## RECORDS FOR PROCESSING

* * *

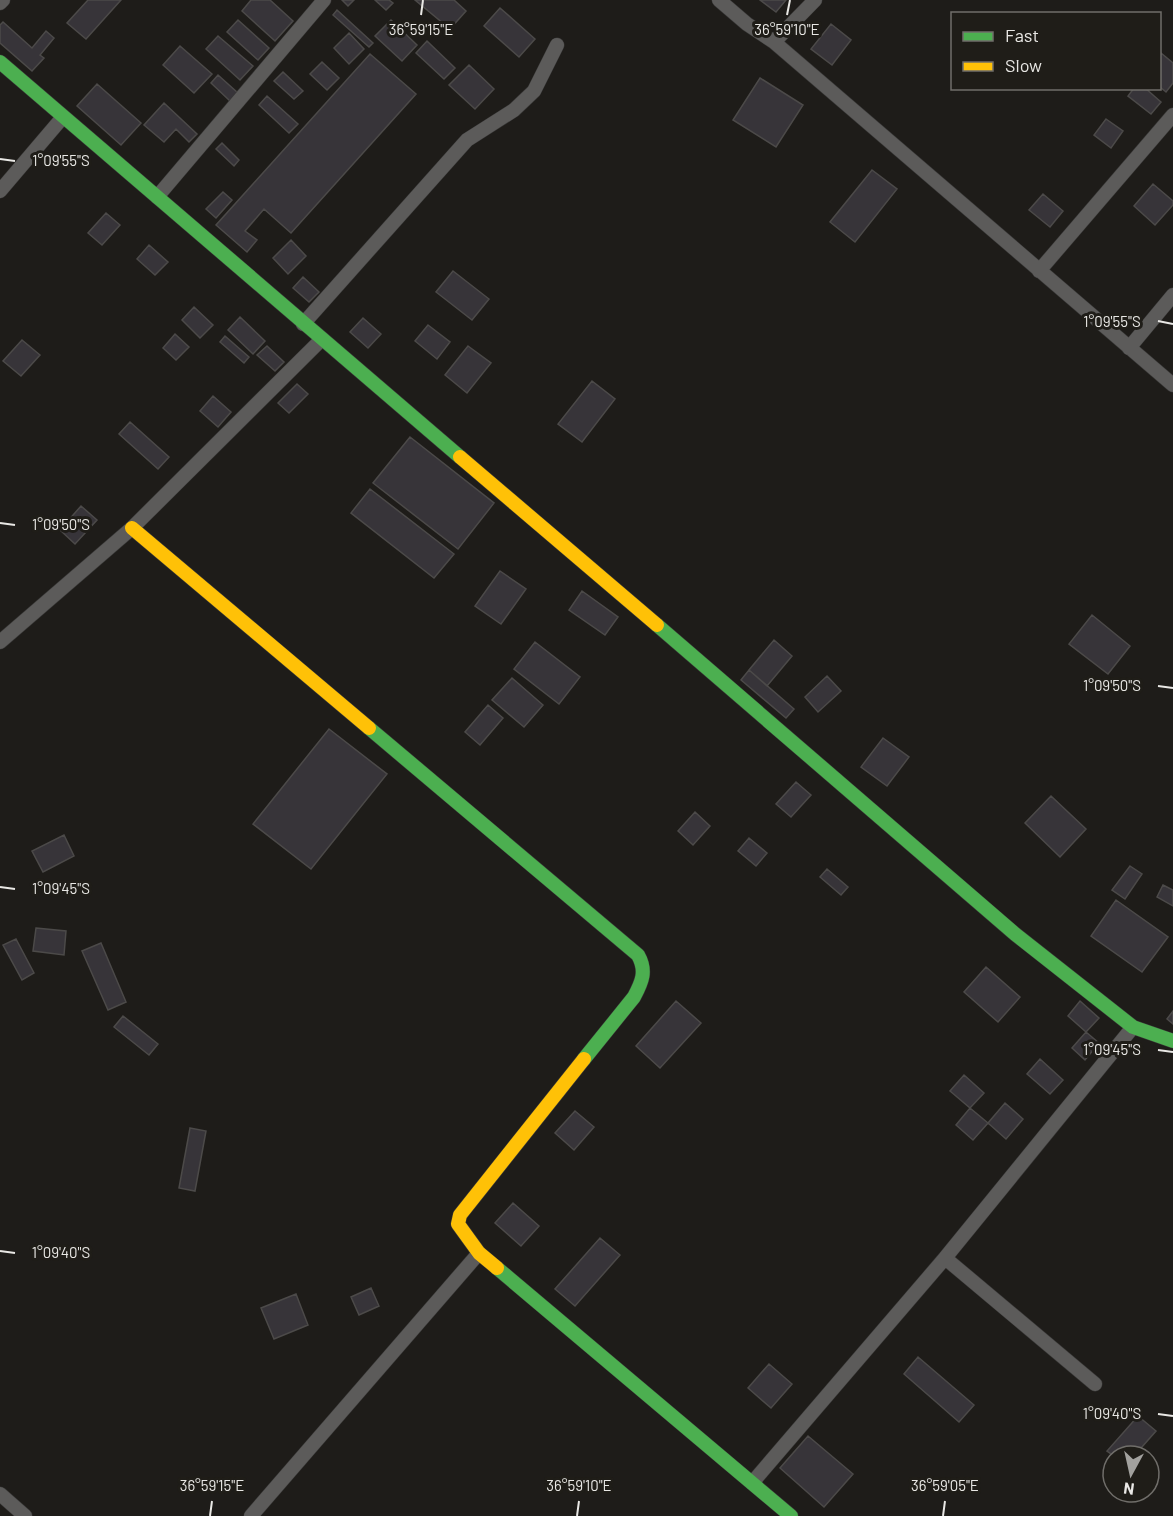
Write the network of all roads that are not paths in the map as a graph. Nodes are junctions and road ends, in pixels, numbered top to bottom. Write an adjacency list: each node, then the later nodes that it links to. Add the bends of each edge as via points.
1 (324, 0): 10 (street)
2 (719, 0): 4 (street)
3 (815, 0): 4 (street)
4 (774, 42): 11 (street)
5 (557, 45): 13 (street, via 534,91 514,110 467,140)
6 (0, 62): 8 (street)
7 (1173, 115): 11 (street)
8 (63, 117): 9 (street); 10 (street)
9 (0, 191)
10 (157, 197): 13 (street)
11 (1039, 272): 15 (street)
12 (1173, 295): 15 (street)
13 (303, 324): 14 (street)
14 (321, 340): 17 (street); 19 (street, via 1015,934)
15 (1129, 348): 16 (street)
16 (1173, 385)
17 (132, 528): 18 (street); 21 (street, via 644,963 643,981 634,998 460,1215 460,1230)
18 (0, 642)
19 (1133, 1027): 20 (street); 22 (street)
20 (1173, 1041)
21 (480, 1253): 24 (street); 27 (street)
22 (945, 1258): 23 (street); 24 (street)
23 (1095, 1384)
24 (752, 1483): 28 (street)
25 (0, 1494): 26 (street)
26 (25, 1516)
27 (251, 1516)
28 (791, 1516)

* * *

All of the material shown above needs to be duplicated exactly. Omit every picture.

## ANSWER FOR THE TASK
Write the network of all roads that are not paths in the map as a graph. Nodes are junctions and road ends, in pixels, numbered top to bottom. Write an adjacency list: each node, then the later nodes that it links to. Add the bends of each edge as via points.
1 (324, 0): 10 (street)
2 (719, 0): 4 (street)
3 (815, 0): 4 (street)
4 (774, 42): 11 (street)
5 (557, 45): 13 (street, via 534,91 514,110 467,140)
6 (0, 62): 8 (street)
7 (1173, 115): 11 (street)
8 (63, 117): 9 (street); 10 (street)
9 (0, 191)
10 (157, 197): 13 (street)
11 (1039, 272): 15 (street)
12 (1173, 295): 15 (street)
13 (303, 324): 14 (street)
14 (321, 340): 17 (street); 19 (street, via 1015,934)
15 (1129, 348): 16 (street)
16 (1173, 385)
17 (132, 528): 18 (street); 21 (street, via 644,963 643,981 634,998 460,1215 460,1230)
18 (0, 642)
19 (1133, 1027): 20 (street); 22 (street)
20 (1173, 1041)
21 (480, 1253): 24 (street); 27 (street)
22 (945, 1258): 23 (street); 24 (street)
23 (1095, 1384)
24 (752, 1483): 28 (street)
25 (0, 1494): 26 (street)
26 (25, 1516)
27 (251, 1516)
28 (791, 1516)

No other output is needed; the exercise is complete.